Чему он учил — широко известно по его речам и статьям, книгам и ученым трудам. Менее известно, как он учил — учил науке управлять.
До Октябрьской революции у пролетариата и его партии не было опыта в управлении государством. "Культуру пролетарского управления", если можно так выразиться, приходилось создавать заново. Он и был ее создателем и непосредственным воспитателем ее носителей — того обширного слоя передовых рабочих и членов партии, которым пришлось на практике осуществлять под его руководством государственное строительство.

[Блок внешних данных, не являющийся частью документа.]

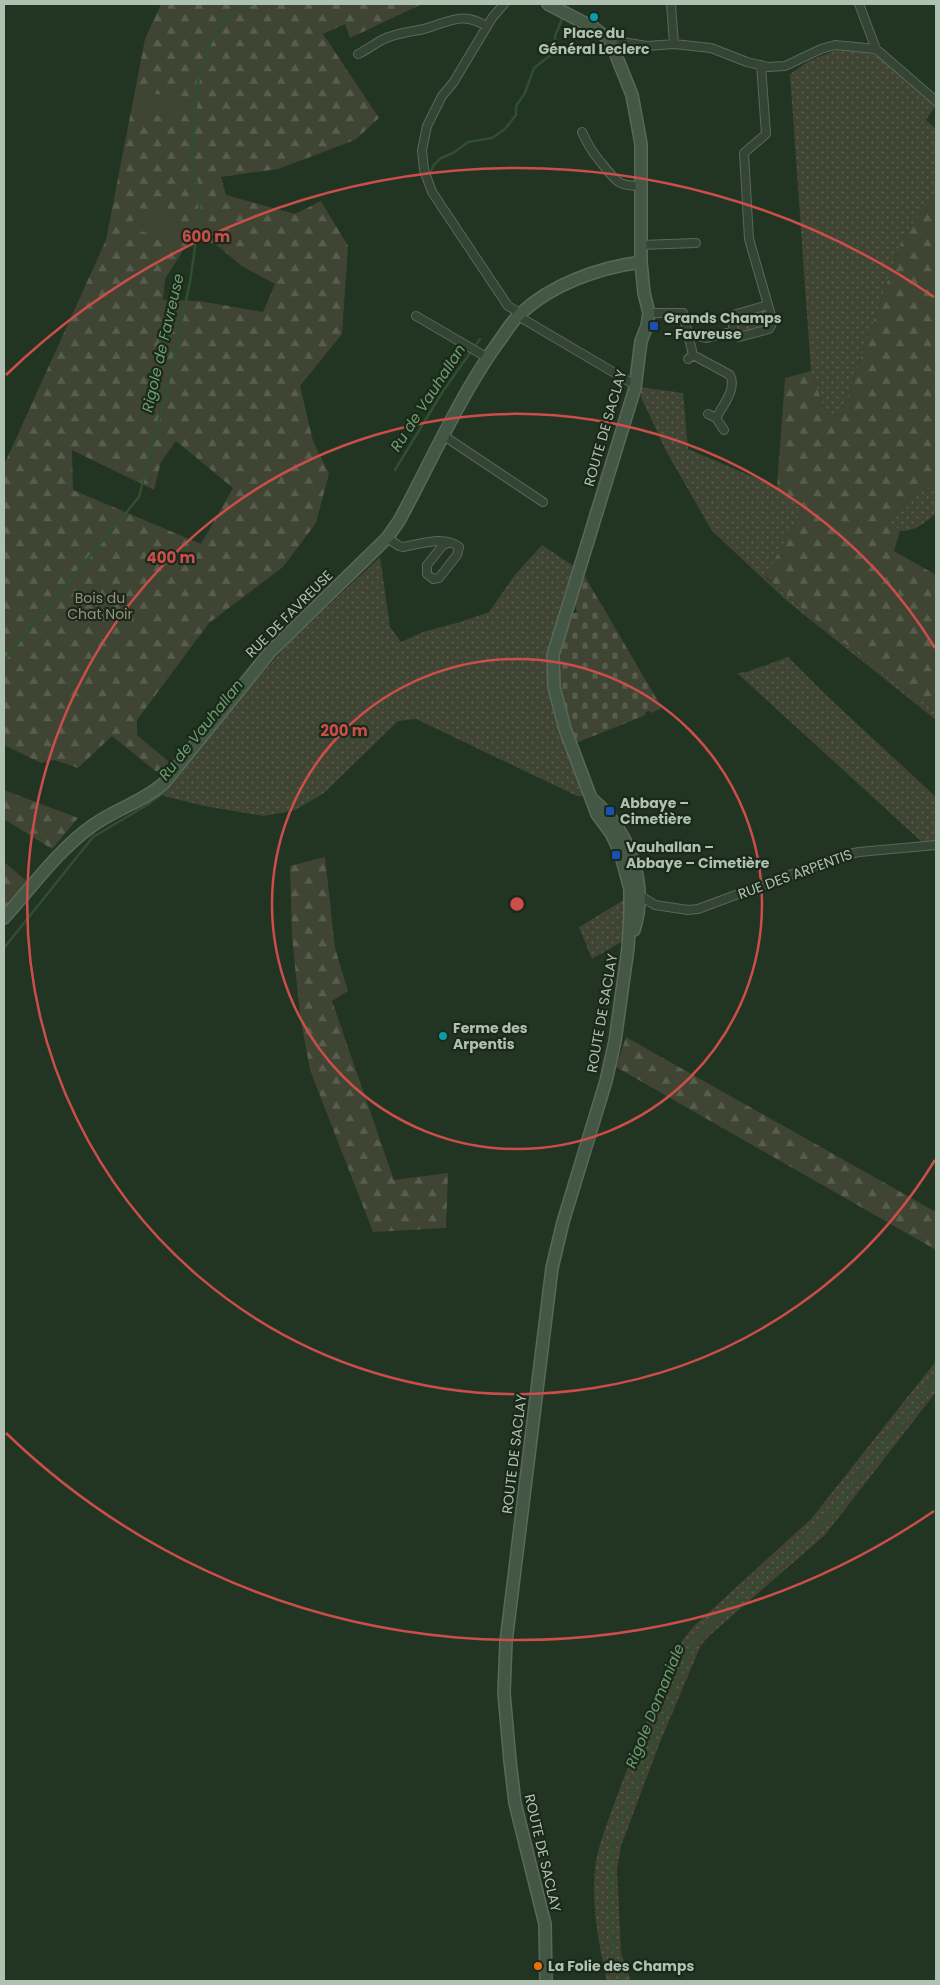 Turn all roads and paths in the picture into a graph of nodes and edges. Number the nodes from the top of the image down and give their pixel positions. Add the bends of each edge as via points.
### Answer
1 (504, 4) edge
2 (548, 4) edge
3 (671, 4) edge
4 (859, 4) edge
5 (487, 27) junction
6 (610, 40) junction
7 (674, 44) junction
8 (876, 49) junction
9 (358, 54) dead end
10 (761, 65) junction
11 (936, 101) edge
12 (582, 132) dead end
13 (642, 186) junction
14 (696, 244) dead end
15 (641, 245) junction
16 (641, 262) junction
17 (768, 305) junction
18 (649, 313) junction
19 (416, 316) dead end
20 (518, 316) junction
21 (734, 331) junction
22 (689, 334) junction
23 (488, 358) junction
24 (635, 385) junction
25 (724, 430) dead end
26 (444, 436) junction
27 (543, 502) dead end
28 (387, 538) junction
29 (448, 543) junction
30 (592, 799) junction
31 (936, 845) edge
32 (627, 872) junction
33 (639, 895) junction
34 (655, 905) junction
35 (639, 909) junction
36 (4, 918) edge
37 (628, 948) junction
38 (546, 1981) edge

1 - 5 street
2 - 6 main road
3 - 7 street
4 - 8 street
5 - 9 street via 468,20 450,20 388,37
5 - 20 street via 432,114 424,134 422,161 426,180 435,197 496,290
6 - 7 street via 647,46
6 - 13 main road, ROUTE DE SACLAY via 625,73 638,118
7 - 10 street via 711,48
8 - 10 street via 835,45 785,66
8 - 11 street
10 - 17 street via 766,134 744,154 749,239
12 - 13 street via 593,155 610,177 628,186
13 - 15 main road, ROUTE DE SACLAY
14 - 15 street
15 - 16 main road, ROUTE DE SACLAY
16 - 18 main road, ROUTE DE SACLAY
16 - 20 main road, RUE DE FAVREUSE via 610,267 564,285 543,296
17 - 21 street via 733,315
17 - 21 street via 773,322 769,329 739,337
18 - 22 street via 683,313
18 - 24 main road, ROUTE DE SACLAY via 640,342
19 - 23 street
20 - 23 main road, RUE DE FAVREUSE
20 - 24 street
21 - 22 street via 707,338
22 - 25 street via 690,357 730,375 733,380 732,389 712,416
23 - 26 main road, RUE DE FAVREUSE
24 - 30 main road, ROUTE DE SACLAY via 553,655 557,704
26 - 27 street
26 - 28 main road, RUE DE FAVREUSE
28 - 29 street via 403,547 438,540
28 - 36 main road, RUE DE FAVREUSE via 270,652 155,792 94,824 79,836
29 - 29 street via 427,565 427,574 433,579 439,578 458,555 459,547
30 - 32 main road, ROUTE DE SACLAY
30 - 33 main road, ROUTE DE SACLAY via 608,814 630,851
31 - 34 street, RUE DES ARPENTIS via 841,856 698,908 688,910
32 - 35 street, ROUTE DE SACLAY via 632,879 634,906
32 - 37 main road, ROUTE DE SACLAY via 630,895
33 - 34 street, RUE DES ARPENTIS
33 - 35 main road, ROUTE DE SACLAY
34 - 35 street, RUE DES ARPENTIS
35 - 37 main road, ROUTE DE SACLAY
37 - 38 main road, ROUTE DE SACLAY via 622,1003 610,1063 556,1250 506,1642 504,1716 514,1795 544,1924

Помимо хорошо известных объективных условий — диктатура пролетариата в стране с мелкобуржуазным большинством населения, обнищание и трудность политического положения — дело крайне усложнялось еще двумя особенностями того субъективного людского материала, какой он имел в виде членов партии, для оформления победившего класса в государство. Этот людской материал, этих несколько тысяч человек и приходилось ему учить руководству управлением. Конечно, государственной властью овладел пролетариат как класс, эти тысячи людей выдвигались вперед тоже пролетариатом, который и в целом принимал участие в различных проявлениях государственного строительства. Но учить-то руководству управлением приходилось раньше всего этих выдвинутых партией пролетариата людей, чтобы вообще стало возможным сколько-нибудь прилаженное построение нового государства и даже самое удержание государственной власти.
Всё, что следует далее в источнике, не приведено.